### Input:
● ● ● ●
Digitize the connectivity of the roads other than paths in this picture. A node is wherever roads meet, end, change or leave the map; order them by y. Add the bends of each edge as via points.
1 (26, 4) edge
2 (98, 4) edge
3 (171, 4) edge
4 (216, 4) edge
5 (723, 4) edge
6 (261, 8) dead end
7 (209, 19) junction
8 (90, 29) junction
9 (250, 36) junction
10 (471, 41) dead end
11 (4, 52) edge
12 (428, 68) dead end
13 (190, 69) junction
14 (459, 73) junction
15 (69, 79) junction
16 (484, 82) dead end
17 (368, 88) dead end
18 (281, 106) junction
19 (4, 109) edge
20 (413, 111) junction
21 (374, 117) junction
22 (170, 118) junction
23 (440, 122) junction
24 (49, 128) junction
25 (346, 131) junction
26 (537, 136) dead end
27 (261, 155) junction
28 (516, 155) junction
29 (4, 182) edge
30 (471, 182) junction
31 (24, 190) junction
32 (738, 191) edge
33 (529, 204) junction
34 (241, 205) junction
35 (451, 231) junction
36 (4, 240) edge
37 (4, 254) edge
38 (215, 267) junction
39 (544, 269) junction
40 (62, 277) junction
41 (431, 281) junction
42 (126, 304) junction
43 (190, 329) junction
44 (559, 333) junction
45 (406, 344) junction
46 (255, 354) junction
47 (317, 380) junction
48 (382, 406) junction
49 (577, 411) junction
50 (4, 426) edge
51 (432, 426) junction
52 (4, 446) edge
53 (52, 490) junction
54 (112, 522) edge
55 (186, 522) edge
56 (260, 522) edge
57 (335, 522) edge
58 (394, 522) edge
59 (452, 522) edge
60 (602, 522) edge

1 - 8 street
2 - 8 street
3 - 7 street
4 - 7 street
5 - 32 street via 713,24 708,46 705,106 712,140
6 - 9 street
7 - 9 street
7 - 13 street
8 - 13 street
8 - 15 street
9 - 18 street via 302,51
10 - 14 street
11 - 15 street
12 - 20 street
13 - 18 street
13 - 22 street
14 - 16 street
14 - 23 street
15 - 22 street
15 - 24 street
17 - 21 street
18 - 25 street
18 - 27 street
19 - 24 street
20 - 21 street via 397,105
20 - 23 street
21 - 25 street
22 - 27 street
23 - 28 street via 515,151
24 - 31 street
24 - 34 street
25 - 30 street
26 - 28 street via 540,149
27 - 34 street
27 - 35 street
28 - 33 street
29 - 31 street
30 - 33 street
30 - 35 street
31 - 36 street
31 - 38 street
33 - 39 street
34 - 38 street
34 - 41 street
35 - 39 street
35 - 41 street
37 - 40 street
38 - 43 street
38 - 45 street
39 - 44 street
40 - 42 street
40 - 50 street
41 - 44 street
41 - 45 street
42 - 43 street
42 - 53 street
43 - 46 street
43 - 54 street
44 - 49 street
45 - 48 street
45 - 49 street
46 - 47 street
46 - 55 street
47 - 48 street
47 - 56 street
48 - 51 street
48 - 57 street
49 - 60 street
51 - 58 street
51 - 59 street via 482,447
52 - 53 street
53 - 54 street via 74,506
● ● ● ●
### Problem requirements:
The records above must be transcribed line for line, exactly.

### Answer below:
Digitize the connectivity of the roads other than paths in this picture. A node is wherever roads meet, end, change or leave the map; order them by y. Add the bends of each edge as via points.
1 (26, 4) edge
2 (98, 4) edge
3 (171, 4) edge
4 (216, 4) edge
5 (723, 4) edge
6 (261, 8) dead end
7 (209, 19) junction
8 (90, 29) junction
9 (250, 36) junction
10 (471, 41) dead end
11 (4, 52) edge
12 (428, 68) dead end
13 (190, 69) junction
14 (459, 73) junction
15 (69, 79) junction
16 (484, 82) dead end
17 (368, 88) dead end
18 (281, 106) junction
19 (4, 109) edge
20 (413, 111) junction
21 (374, 117) junction
22 (170, 118) junction
23 (440, 122) junction
24 (49, 128) junction
25 (346, 131) junction
26 (537, 136) dead end
27 (261, 155) junction
28 (516, 155) junction
29 (4, 182) edge
30 (471, 182) junction
31 (24, 190) junction
32 (738, 191) edge
33 (529, 204) junction
34 (241, 205) junction
35 (451, 231) junction
36 (4, 240) edge
37 (4, 254) edge
38 (215, 267) junction
39 (544, 269) junction
40 (62, 277) junction
41 (431, 281) junction
42 (126, 304) junction
43 (190, 329) junction
44 (559, 333) junction
45 (406, 344) junction
46 (255, 354) junction
47 (317, 380) junction
48 (382, 406) junction
49 (577, 411) junction
50 (4, 426) edge
51 (432, 426) junction
52 (4, 446) edge
53 (52, 490) junction
54 (112, 522) edge
55 (186, 522) edge
56 (260, 522) edge
57 (335, 522) edge
58 (394, 522) edge
59 (452, 522) edge
60 (602, 522) edge

1 - 8 street
2 - 8 street
3 - 7 street
4 - 7 street
5 - 32 street via 713,24 708,46 705,106 712,140
6 - 9 street
7 - 9 street
7 - 13 street
8 - 13 street
8 - 15 street
9 - 18 street via 302,51
10 - 14 street
11 - 15 street
12 - 20 street
13 - 18 street
13 - 22 street
14 - 16 street
14 - 23 street
15 - 22 street
15 - 24 street
17 - 21 street
18 - 25 street
18 - 27 street
19 - 24 street
20 - 21 street via 397,105
20 - 23 street
21 - 25 street
22 - 27 street
23 - 28 street via 515,151
24 - 31 street
24 - 34 street
25 - 30 street
26 - 28 street via 540,149
27 - 34 street
27 - 35 street
28 - 33 street
29 - 31 street
30 - 33 street
30 - 35 street
31 - 36 street
31 - 38 street
33 - 39 street
34 - 38 street
34 - 41 street
35 - 39 street
35 - 41 street
37 - 40 street
38 - 43 street
38 - 45 street
39 - 44 street
40 - 42 street
40 - 50 street
41 - 44 street
41 - 45 street
42 - 43 street
42 - 53 street
43 - 46 street
43 - 54 street
44 - 49 street
45 - 48 street
45 - 49 street
46 - 47 street
46 - 55 street
47 - 48 street
47 - 56 street
48 - 51 street
48 - 57 street
49 - 60 street
51 - 58 street
51 - 59 street via 482,447
52 - 53 street
53 - 54 street via 74,506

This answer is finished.